About half of Iran’s production comes from four mature supergiant fields that have depleted about half of their ultimate recoverable reserves (Tables 2, 614). They contain 25% of Iran’s initial-oil-in-place (Tables 2 and 4) and collectively peaked in 1974 when they were producing 3.9 Mb/d (versus about 2.1 Mb/d in 2005). The decline from 3.9 to to 2.1 Mb/d corresponds to a rate of about 2.0% per year on average.

Iran’s production peaked at 6.0 Mb/d in 1974, and in 2005 averaged about 4.1 Mb/d. The planned increase to 4.6 Mb/d by 2009 has to offset a total annual production decline rate of about 300–500 Kb/d from the maturing giant fields. To achieve this target, Iran has to add about 680 Kb/d/year in 2007–2009 from the developed and undeveloped fields and reservoirs (Tables 1 and 17).

The author would like to thank Hassan Al-Husseini, Colin Campbell and other colleagues for their useful comments.
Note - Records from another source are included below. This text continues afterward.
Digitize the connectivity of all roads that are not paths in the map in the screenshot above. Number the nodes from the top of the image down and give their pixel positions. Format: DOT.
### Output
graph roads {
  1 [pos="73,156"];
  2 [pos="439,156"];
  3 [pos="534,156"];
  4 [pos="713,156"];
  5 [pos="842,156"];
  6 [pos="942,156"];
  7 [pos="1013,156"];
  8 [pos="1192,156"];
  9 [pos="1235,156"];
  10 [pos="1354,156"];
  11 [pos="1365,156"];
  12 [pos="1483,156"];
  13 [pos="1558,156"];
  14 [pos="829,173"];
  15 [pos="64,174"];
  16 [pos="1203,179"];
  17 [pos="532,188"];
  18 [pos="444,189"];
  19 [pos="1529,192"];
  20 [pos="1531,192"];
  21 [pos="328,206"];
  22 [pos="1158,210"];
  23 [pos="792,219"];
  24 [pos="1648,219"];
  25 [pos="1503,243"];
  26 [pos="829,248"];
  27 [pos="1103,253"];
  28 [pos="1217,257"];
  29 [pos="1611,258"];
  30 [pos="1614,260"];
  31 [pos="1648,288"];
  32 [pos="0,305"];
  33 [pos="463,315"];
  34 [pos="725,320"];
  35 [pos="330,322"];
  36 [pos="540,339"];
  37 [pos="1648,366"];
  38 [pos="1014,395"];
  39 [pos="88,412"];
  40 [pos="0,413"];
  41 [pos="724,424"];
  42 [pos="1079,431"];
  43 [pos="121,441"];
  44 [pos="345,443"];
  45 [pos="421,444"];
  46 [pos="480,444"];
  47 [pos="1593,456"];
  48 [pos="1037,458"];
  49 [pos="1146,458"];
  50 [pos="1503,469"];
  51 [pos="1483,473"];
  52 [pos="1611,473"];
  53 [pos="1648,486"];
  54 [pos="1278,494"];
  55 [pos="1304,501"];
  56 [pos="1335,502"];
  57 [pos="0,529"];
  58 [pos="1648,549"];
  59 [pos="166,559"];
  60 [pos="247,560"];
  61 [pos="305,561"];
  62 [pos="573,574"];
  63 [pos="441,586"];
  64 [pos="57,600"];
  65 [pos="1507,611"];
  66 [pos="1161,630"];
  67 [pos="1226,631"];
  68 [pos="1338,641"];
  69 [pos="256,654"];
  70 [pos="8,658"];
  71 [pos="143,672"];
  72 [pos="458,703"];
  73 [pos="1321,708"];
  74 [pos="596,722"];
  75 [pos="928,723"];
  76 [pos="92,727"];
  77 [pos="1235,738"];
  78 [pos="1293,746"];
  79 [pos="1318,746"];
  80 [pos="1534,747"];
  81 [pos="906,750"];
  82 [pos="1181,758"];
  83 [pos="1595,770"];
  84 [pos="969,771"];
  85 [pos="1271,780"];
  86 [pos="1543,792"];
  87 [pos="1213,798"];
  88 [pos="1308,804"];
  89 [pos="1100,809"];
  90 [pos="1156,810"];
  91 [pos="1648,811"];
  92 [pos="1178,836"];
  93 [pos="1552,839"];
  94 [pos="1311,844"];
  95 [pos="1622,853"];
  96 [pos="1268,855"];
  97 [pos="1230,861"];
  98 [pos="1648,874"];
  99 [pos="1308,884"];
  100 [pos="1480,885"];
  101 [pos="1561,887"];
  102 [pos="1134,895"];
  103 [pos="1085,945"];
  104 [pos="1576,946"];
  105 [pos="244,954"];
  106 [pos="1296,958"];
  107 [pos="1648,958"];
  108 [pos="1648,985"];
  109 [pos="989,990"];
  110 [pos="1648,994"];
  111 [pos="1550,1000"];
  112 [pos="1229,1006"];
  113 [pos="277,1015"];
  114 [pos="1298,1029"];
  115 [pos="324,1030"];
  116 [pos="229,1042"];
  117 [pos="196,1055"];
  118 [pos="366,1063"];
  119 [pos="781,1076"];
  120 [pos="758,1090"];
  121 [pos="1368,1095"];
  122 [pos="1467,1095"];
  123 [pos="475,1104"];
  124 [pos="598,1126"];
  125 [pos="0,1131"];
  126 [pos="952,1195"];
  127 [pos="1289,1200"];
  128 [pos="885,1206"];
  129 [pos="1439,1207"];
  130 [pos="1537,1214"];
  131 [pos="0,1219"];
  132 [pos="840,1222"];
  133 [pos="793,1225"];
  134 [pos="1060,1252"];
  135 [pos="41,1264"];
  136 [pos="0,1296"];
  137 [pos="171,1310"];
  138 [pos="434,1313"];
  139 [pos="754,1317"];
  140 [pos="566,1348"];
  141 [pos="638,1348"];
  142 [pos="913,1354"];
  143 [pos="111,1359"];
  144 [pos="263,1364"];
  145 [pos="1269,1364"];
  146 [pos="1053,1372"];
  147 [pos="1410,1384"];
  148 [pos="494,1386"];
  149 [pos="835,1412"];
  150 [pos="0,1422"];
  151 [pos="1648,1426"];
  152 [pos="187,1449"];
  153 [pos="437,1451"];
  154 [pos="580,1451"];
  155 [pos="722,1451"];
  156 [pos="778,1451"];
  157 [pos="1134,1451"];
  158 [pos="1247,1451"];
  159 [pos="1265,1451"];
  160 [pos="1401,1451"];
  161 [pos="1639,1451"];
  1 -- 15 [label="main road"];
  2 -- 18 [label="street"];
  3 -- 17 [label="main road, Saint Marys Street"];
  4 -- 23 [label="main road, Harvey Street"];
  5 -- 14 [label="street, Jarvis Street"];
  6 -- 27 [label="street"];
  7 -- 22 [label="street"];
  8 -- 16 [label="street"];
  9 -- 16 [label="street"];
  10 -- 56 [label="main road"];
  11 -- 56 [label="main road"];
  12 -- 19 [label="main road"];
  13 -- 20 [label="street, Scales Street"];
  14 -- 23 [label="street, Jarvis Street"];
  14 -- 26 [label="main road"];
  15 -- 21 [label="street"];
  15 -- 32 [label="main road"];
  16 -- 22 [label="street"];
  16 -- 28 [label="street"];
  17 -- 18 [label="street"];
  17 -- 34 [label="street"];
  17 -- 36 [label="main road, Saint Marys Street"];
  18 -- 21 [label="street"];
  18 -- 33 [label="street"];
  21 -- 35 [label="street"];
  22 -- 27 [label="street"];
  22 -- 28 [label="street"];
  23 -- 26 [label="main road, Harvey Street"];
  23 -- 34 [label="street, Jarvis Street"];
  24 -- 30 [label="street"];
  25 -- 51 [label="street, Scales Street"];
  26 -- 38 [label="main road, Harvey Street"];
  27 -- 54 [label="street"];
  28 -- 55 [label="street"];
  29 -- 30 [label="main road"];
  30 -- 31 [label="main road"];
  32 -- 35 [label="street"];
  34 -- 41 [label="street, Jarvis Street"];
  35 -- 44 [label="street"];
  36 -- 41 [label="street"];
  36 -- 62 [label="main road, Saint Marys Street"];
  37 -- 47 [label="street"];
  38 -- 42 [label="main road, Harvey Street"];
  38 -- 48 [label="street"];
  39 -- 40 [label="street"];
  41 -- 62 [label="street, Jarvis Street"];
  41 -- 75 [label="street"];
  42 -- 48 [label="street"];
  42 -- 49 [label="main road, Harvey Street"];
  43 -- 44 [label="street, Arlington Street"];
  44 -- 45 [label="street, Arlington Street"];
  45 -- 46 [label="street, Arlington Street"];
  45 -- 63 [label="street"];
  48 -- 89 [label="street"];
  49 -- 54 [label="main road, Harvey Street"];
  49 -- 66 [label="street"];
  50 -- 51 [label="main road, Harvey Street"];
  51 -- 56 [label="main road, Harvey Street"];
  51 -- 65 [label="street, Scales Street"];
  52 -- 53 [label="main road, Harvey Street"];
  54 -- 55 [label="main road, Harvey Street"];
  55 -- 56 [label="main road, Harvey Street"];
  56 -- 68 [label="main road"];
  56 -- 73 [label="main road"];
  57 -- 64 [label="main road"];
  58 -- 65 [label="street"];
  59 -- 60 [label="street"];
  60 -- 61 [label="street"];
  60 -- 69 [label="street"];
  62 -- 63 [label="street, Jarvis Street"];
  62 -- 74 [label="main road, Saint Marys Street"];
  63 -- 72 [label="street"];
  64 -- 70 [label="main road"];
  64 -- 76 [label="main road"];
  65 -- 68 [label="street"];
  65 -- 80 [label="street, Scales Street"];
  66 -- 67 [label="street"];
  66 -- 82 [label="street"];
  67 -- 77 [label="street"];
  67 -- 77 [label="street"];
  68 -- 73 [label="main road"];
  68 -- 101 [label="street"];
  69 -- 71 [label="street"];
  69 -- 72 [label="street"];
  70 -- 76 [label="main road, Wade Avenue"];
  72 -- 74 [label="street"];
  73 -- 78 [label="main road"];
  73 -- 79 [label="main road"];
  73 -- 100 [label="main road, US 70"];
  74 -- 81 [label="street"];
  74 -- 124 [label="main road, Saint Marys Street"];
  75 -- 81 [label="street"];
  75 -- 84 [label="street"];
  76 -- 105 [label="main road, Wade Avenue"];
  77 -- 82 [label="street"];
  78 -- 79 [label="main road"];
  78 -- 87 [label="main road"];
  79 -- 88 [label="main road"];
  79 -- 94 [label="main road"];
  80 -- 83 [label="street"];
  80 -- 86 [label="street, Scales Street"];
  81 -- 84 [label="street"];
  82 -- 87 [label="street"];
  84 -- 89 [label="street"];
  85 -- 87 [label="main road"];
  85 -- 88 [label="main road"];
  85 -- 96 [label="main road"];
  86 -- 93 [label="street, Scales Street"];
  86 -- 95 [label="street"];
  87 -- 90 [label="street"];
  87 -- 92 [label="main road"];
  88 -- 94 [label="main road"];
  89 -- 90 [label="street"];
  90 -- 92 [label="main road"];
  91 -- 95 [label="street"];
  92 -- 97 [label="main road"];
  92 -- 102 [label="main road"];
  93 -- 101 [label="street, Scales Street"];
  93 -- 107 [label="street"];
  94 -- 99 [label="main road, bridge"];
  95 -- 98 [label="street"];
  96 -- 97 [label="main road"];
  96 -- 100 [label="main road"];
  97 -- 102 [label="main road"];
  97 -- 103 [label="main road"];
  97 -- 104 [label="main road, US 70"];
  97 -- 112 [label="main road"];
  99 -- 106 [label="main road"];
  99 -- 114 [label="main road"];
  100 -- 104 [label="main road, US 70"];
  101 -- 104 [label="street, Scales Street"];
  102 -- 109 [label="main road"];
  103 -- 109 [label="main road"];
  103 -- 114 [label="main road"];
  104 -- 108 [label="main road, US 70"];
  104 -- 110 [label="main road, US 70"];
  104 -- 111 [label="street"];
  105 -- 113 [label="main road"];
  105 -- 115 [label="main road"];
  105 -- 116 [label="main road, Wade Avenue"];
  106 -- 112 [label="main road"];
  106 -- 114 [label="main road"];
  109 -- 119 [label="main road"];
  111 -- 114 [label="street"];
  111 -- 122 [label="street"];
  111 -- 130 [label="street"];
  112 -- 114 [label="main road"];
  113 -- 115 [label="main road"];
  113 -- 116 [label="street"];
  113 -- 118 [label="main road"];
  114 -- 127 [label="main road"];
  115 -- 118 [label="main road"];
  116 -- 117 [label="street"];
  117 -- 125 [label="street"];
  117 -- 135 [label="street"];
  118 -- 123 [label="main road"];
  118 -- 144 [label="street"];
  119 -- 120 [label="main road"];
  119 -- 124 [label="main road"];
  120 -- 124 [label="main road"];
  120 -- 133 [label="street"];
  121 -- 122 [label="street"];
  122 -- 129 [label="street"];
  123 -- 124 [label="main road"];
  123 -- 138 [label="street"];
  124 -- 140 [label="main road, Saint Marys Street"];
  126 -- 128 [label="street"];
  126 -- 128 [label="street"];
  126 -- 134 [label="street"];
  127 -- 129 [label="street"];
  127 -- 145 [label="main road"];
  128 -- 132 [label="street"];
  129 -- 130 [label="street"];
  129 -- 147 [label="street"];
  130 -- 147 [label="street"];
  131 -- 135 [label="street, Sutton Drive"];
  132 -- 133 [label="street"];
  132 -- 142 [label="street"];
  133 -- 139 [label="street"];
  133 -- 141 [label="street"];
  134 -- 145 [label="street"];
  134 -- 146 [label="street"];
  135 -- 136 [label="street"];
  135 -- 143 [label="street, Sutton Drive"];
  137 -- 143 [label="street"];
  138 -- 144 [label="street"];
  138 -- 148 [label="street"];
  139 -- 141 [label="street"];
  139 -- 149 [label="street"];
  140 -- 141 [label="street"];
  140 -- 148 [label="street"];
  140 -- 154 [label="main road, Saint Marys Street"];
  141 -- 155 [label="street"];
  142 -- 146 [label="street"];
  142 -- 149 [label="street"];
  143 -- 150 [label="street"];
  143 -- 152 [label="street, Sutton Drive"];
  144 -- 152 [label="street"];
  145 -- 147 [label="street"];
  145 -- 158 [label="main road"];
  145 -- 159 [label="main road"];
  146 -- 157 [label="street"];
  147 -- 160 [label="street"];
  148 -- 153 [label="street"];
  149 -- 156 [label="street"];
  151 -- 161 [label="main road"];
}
Moujahed I. Al-Husseini founded Gulf PetroLink in 1993 in Manama, Bahrain. Gulf PetroLink is a consultancy aimed at transferring technology to the Middle East petroleum industry. Moujahed received his BSc in Engineering Science from King Fahd University of Petroleum and Minerals in Dhahran (1971), MSc in Operations Research from Stanford University, California (1972), PhD in Earth Sciences from Brown University, Rhode Island (1975) and Program for Management Development from Harvard University, Boston (1987). Moujahed joined Saudi Aramco in 1976 and was the Exploration Manager from 1989 to 1992. In 1996, Gulf PetroLink launched the journal of Middle East Petroleum Geosciences, GeoArabia, for which Moujahed is Editor-in-Chief. Moujahed also represented the GEO Conference Secretariat, Gulf PetroLink-GeoArabia in Bahrain from 1999-2004. He has published about 30 papers covering seismology, exploration and the regional geology of the Middle East, and is a member of the AAPG, AGU, SEG, EAGE and the Geological Society of London.